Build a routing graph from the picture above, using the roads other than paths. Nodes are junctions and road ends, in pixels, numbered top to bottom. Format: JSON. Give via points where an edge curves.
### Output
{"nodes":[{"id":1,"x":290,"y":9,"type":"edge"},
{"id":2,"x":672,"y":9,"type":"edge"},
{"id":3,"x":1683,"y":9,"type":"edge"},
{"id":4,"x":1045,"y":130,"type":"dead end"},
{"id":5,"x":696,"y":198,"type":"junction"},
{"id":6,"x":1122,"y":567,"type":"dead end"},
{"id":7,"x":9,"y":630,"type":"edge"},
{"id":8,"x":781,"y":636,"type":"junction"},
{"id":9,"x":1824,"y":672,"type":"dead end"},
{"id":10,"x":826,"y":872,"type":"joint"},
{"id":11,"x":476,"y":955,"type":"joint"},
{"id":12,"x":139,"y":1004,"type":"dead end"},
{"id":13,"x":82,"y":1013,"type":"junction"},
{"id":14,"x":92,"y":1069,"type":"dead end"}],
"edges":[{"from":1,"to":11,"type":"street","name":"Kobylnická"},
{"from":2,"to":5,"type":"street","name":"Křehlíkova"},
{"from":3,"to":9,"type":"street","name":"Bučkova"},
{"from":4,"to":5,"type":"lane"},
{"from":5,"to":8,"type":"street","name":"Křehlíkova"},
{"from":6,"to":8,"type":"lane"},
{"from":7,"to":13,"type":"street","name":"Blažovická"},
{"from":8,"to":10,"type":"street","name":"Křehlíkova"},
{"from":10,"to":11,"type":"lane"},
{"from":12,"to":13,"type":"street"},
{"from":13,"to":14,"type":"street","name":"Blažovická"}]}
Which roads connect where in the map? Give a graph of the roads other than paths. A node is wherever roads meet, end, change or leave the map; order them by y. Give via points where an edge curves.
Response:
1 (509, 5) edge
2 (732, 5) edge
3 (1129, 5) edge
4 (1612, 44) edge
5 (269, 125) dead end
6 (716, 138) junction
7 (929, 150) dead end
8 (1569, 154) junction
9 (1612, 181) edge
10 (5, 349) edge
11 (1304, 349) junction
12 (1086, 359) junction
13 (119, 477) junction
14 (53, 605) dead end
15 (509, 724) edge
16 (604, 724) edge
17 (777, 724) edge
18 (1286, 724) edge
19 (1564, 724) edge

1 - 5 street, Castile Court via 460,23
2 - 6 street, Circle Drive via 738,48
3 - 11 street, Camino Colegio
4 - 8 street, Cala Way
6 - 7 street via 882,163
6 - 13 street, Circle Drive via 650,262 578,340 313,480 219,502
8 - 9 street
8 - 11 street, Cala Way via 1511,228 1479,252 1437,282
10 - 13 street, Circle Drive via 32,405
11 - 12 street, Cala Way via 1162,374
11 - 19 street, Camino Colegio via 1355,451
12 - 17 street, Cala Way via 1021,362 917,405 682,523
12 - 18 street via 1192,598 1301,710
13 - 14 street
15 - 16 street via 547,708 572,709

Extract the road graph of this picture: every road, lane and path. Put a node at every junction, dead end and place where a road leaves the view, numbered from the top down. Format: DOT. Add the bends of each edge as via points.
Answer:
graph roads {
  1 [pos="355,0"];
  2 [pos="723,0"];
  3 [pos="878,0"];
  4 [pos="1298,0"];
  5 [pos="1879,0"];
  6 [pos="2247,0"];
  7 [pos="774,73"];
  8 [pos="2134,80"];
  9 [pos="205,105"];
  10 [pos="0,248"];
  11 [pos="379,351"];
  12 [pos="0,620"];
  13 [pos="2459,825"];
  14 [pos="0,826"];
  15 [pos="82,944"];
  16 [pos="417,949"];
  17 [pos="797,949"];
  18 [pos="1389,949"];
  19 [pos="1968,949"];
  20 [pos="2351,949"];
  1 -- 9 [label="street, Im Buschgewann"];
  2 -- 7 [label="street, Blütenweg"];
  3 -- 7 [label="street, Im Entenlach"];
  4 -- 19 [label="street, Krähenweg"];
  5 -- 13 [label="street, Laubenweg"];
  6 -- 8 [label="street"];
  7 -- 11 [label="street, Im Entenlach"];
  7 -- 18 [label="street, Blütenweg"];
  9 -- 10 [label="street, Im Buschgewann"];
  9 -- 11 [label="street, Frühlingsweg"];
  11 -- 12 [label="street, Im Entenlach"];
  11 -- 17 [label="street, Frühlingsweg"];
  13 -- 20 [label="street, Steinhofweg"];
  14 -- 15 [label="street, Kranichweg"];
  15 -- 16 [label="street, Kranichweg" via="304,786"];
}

» **TASK PROMPT**
What you return must match the records exactly, down to the last line.

» **ANSWER FOR THE TASK**
Build a routing graph from the picture above, using the roads other than paths. Nodes are junctions and road ends, in pixels, numbered top to bottom. Format: JSON. Give via points where an edge curves.
### Output
{"nodes":[{"id":1,"x":290,"y":9,"type":"edge"},
{"id":2,"x":672,"y":9,"type":"edge"},
{"id":3,"x":1683,"y":9,"type":"edge"},
{"id":4,"x":1045,"y":130,"type":"dead end"},
{"id":5,"x":696,"y":198,"type":"junction"},
{"id":6,"x":1122,"y":567,"type":"dead end"},
{"id":7,"x":9,"y":630,"type":"edge"},
{"id":8,"x":781,"y":636,"type":"junction"},
{"id":9,"x":1824,"y":672,"type":"dead end"},
{"id":10,"x":826,"y":872,"type":"joint"},
{"id":11,"x":476,"y":955,"type":"joint"},
{"id":12,"x":139,"y":1004,"type":"dead end"},
{"id":13,"x":82,"y":1013,"type":"junction"},
{"id":14,"x":92,"y":1069,"type":"dead end"}],
"edges":[{"from":1,"to":11,"type":"street","name":"Kobylnická"},
{"from":2,"to":5,"type":"street","name":"Křehlíkova"},
{"from":3,"to":9,"type":"street","name":"Bučkova"},
{"from":4,"to":5,"type":"lane"},
{"from":5,"to":8,"type":"street","name":"Křehlíkova"},
{"from":6,"to":8,"type":"lane"},
{"from":7,"to":13,"type":"street","name":"Blažovická"},
{"from":8,"to":10,"type":"street","name":"Křehlíkova"},
{"from":10,"to":11,"type":"lane"},
{"from":12,"to":13,"type":"street"},
{"from":13,"to":14,"type":"street","name":"Blažovická"}]}
Which roads connect where in the map? Give a graph of the roads other than paths. A node is wherever roads meet, end, change or leave the map; order them by y. Give via points where an edge curves.
Response:
1 (509, 5) edge
2 (732, 5) edge
3 (1129, 5) edge
4 (1612, 44) edge
5 (269, 125) dead end
6 (716, 138) junction
7 (929, 150) dead end
8 (1569, 154) junction
9 (1612, 181) edge
10 (5, 349) edge
11 (1304, 349) junction
12 (1086, 359) junction
13 (119, 477) junction
14 (53, 605) dead end
15 (509, 724) edge
16 (604, 724) edge
17 (777, 724) edge
18 (1286, 724) edge
19 (1564, 724) edge

1 - 5 street, Castile Court via 460,23
2 - 6 street, Circle Drive via 738,48
3 - 11 street, Camino Colegio
4 - 8 street, Cala Way
6 - 7 street via 882,163
6 - 13 street, Circle Drive via 650,262 578,340 313,480 219,502
8 - 9 street
8 - 11 street, Cala Way via 1511,228 1479,252 1437,282
10 - 13 street, Circle Drive via 32,405
11 - 12 street, Cala Way via 1162,374
11 - 19 street, Camino Colegio via 1355,451
12 - 17 street, Cala Way via 1021,362 917,405 682,523
12 - 18 street via 1192,598 1301,710
13 - 14 street
15 - 16 street via 547,708 572,709

Extract the road graph of this picture: every road, lane and path. Put a node at every junction, dead end and place where a road leaves the view, numbered from the top down. Format: DOT. Add the bends of each edge as via points.
Answer:
graph roads {
  1 [pos="355,0"];
  2 [pos="723,0"];
  3 [pos="878,0"];
  4 [pos="1298,0"];
  5 [pos="1879,0"];
  6 [pos="2247,0"];
  7 [pos="774,73"];
  8 [pos="2134,80"];
  9 [pos="205,105"];
  10 [pos="0,248"];
  11 [pos="379,351"];
  12 [pos="0,620"];
  13 [pos="2459,825"];
  14 [pos="0,826"];
  15 [pos="82,944"];
  16 [pos="417,949"];
  17 [pos="797,949"];
  18 [pos="1389,949"];
  19 [pos="1968,949"];
  20 [pos="2351,949"];
  1 -- 9 [label="street, Im Buschgewann"];
  2 -- 7 [label="street, Blütenweg"];
  3 -- 7 [label="street, Im Entenlach"];
  4 -- 19 [label="street, Krähenweg"];
  5 -- 13 [label="street, Laubenweg"];
  6 -- 8 [label="street"];
  7 -- 11 [label="street, Im Entenlach"];
  7 -- 18 [label="street, Blütenweg"];
  9 -- 10 [label="street, Im Buschgewann"];
  9 -- 11 [label="street, Frühlingsweg"];
  11 -- 12 [label="street, Im Entenlach"];
  11 -- 17 [label="street, Frühlingsweg"];
  13 -- 20 [label="street, Steinhofweg"];
  14 -- 15 [label="street, Kranichweg"];
  15 -- 16 [label="street, Kranichweg" via="304,786"];
}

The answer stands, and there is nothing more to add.